This was probably inevitable, considering that the production was trying to capture an actual event that happened in an actual theater, not break the story apart and rebuild it into a fully cinematic musical. The filmmakers were trapped between the proscenium and the fourth wall, so there were things they couldn’t do without losing the audience and tearing apart the sets. What’s onscreen represents a compromise between imagination and reality that evokes the “Opening Doors” number, where Joe pushes Frank and Charlie to make a show that’s more fun than demanding. “Give me a melody!” he cries. “Oh sure, I know/It’s not that kind of show/But can’t you have a score/That’s sort of in-between?”

Despite constraints, movie magic happens anyway. Minimalism is the crew’s best friend.
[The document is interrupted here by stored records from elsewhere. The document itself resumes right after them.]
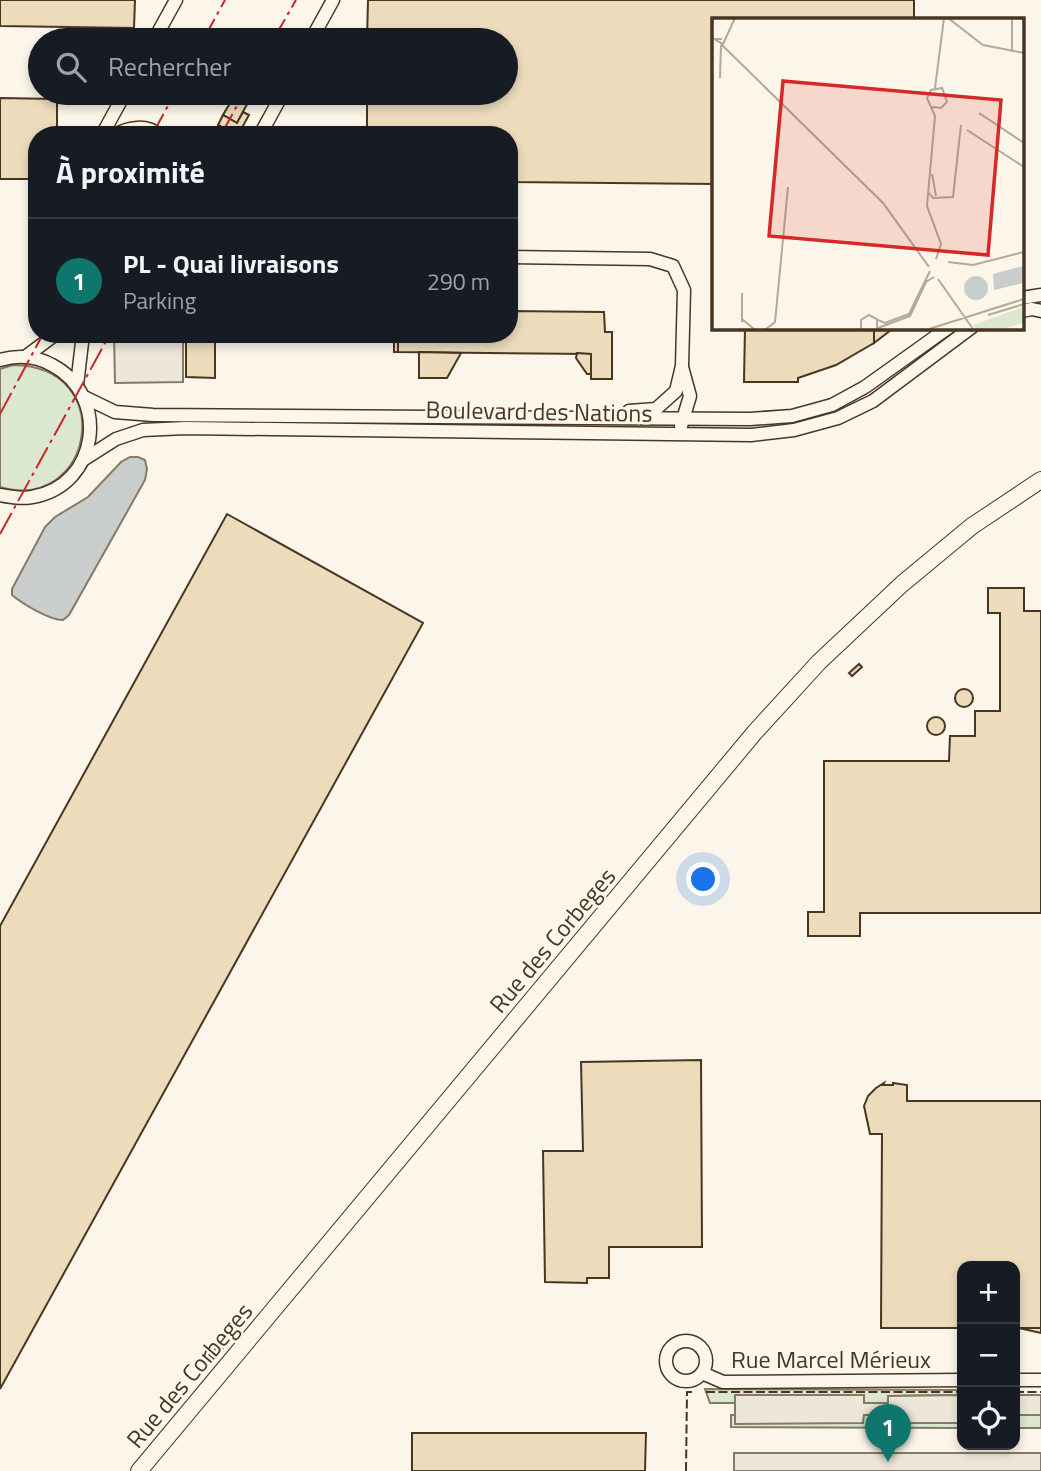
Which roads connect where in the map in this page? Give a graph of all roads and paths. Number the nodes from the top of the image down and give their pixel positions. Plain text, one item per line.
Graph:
1 (176, 0) edge
2 (333, 0) edge
3 (161, 28) edge
4 (318, 28) edge
5 (118, 105) edge
6 (276, 105) edge
7 (107, 126) edge
8 (265, 126) edge
9 (518, 257) edge
10 (946, 329) edge
11 (969, 329) edge
12 (43, 343) edge
13 (82, 343) edge
14 (24, 357) junction
15 (0, 360) edge
16 (682, 366) junction
17 (77, 385) junction
18 (84, 397) junction
19 (528, 418) junction
20 (684, 419) junction
21 (556, 432) junction
22 (83, 460) junction
23 (1041, 480) edge
24 (0, 495) edge
25 (702, 1373) dead end
26 (957, 1380) edge
27 (1020, 1380) edge
28 (1041, 1380) edge
29 (139, 1471) edge

1 - 3 street
2 - 4 street
5 - 7 street
6 - 8 street
9 - 16 street
10 - 20 street, Boulevard des Nations
11 - 21 street, Boulevard des Nations
12 - 14 street
13 - 17 street
14 - 15 street
14 - 17 street
16 - 19 street
16 - 20 street
17 - 18 street
18 - 19 street, Boulevard des Nations
18 - 22 street
19 - 20 street, Boulevard des Nations
20 - 21 street
21 - 22 street, Boulevard des Nations
22 - 24 street
23 - 29 street, Rue des Corbeges
25 - 26 street, Rue Marcel Mérieux
27 - 28 street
The overture and first song, “Merrily We Roll Along”—which will recur in various arrangements—are built around tight closeups of Groff’s face, which manages to seem both haunted and oddly hopeful. Other characters’ lines are sung from beyond the frame line, or by performers who briefly pass through the background or remain out of focus. This makes us feel that we’re inside Frank’s head as he thinks about how he got here. The second-to-last and last numbers are the best. Both have just four characters. The shots are simple and uncluttered but forceful. The cutting from one shot to the next has a percussive effect that complements Sondheim’s lyrics, which dance as fast as they can. 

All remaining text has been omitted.